ABOUT THIS EXERCISE. In the records, find each line where "road" occurs, and copy it.

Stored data
╭──

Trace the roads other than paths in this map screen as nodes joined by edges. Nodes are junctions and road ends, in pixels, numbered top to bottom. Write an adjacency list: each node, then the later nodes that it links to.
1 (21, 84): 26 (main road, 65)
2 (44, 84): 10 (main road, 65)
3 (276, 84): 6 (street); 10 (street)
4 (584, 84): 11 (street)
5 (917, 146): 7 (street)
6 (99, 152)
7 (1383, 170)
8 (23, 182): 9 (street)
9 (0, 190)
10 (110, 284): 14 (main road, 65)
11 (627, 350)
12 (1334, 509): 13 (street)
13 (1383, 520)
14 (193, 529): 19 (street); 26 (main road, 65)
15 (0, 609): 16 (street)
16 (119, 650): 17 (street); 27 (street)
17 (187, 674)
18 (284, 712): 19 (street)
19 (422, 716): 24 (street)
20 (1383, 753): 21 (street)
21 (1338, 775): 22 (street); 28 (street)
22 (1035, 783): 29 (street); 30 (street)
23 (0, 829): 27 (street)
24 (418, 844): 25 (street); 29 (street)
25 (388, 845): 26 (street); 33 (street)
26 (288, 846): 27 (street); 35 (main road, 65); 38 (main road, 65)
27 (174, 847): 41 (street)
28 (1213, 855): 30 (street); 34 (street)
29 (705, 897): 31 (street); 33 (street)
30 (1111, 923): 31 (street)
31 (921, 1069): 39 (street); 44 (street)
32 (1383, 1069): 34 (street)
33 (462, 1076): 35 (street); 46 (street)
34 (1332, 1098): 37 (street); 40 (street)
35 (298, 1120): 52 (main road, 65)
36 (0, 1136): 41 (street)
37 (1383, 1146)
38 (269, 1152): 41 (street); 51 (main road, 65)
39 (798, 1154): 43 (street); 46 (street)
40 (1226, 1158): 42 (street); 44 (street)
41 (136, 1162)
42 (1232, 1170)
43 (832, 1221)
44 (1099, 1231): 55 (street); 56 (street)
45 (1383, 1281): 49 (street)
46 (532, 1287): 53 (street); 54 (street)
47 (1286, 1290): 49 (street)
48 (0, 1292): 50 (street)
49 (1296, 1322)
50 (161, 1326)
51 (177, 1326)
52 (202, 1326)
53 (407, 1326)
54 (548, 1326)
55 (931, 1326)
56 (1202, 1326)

╰──
╭──

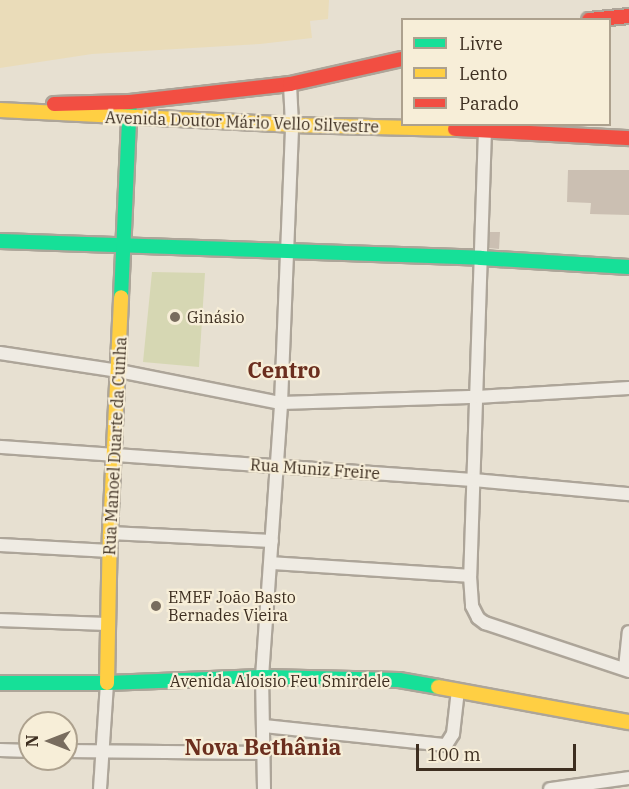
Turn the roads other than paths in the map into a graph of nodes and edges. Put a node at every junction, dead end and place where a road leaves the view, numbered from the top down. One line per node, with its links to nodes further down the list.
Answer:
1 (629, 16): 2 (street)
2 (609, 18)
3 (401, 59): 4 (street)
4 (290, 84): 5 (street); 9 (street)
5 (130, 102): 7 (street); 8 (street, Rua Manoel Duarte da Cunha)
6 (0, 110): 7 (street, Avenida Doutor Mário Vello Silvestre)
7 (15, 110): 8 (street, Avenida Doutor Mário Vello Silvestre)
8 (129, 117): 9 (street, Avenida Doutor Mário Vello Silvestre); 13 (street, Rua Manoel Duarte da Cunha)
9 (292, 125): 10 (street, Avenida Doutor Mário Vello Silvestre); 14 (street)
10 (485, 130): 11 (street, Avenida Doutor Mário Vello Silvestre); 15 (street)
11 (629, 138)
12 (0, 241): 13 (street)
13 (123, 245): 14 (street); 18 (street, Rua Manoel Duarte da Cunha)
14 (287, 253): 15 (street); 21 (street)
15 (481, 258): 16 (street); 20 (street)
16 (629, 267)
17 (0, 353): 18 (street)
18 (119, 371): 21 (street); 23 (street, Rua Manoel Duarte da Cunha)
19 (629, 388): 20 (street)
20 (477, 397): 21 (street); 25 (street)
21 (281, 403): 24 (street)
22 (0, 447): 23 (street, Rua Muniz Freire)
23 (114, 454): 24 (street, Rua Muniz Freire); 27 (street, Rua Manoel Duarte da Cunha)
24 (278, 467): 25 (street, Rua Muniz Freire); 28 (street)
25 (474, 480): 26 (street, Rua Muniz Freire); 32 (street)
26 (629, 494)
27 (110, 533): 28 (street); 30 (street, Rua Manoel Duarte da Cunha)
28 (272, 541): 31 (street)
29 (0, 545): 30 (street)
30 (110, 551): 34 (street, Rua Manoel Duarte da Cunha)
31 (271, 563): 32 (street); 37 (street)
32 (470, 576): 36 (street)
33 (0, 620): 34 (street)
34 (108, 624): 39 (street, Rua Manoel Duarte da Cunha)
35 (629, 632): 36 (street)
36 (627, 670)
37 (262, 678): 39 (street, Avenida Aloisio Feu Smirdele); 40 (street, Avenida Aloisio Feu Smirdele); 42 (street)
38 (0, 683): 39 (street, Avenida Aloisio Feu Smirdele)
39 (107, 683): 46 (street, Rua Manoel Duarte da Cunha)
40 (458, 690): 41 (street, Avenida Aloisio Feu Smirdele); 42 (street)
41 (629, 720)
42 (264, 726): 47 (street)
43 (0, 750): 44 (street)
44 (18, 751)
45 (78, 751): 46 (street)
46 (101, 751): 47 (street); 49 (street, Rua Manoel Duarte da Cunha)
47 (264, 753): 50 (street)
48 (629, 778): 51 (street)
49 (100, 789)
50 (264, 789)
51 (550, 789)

╰──

THE COMPLETED TASK.
Trace the roads other than paths in this map screen as nodes joined by edges. Nodes are junctions and road ends, in pixels, numbered top to bottom. Write an adjacency list: each node, then the later nodes that it links to.
1 (21, 84): 26 (main road, 65)
2 (44, 84): 10 (main road, 65)
10 (110, 284): 14 (main road, 65)
14 (193, 529): 19 (street); 26 (main road, 65)
26 (288, 846): 27 (street); 35 (main road, 65); 38 (main road, 65)
35 (298, 1120): 52 (main road, 65)
38 (269, 1152): 41 (street); 51 (main road, 65)
Turn the roads other than paths in the map into a graph of nodes and edges. Put a node at every junction, dead end and place where a road leaves the view, numbered from the top down. One line per node, with its links to nodes further down the list.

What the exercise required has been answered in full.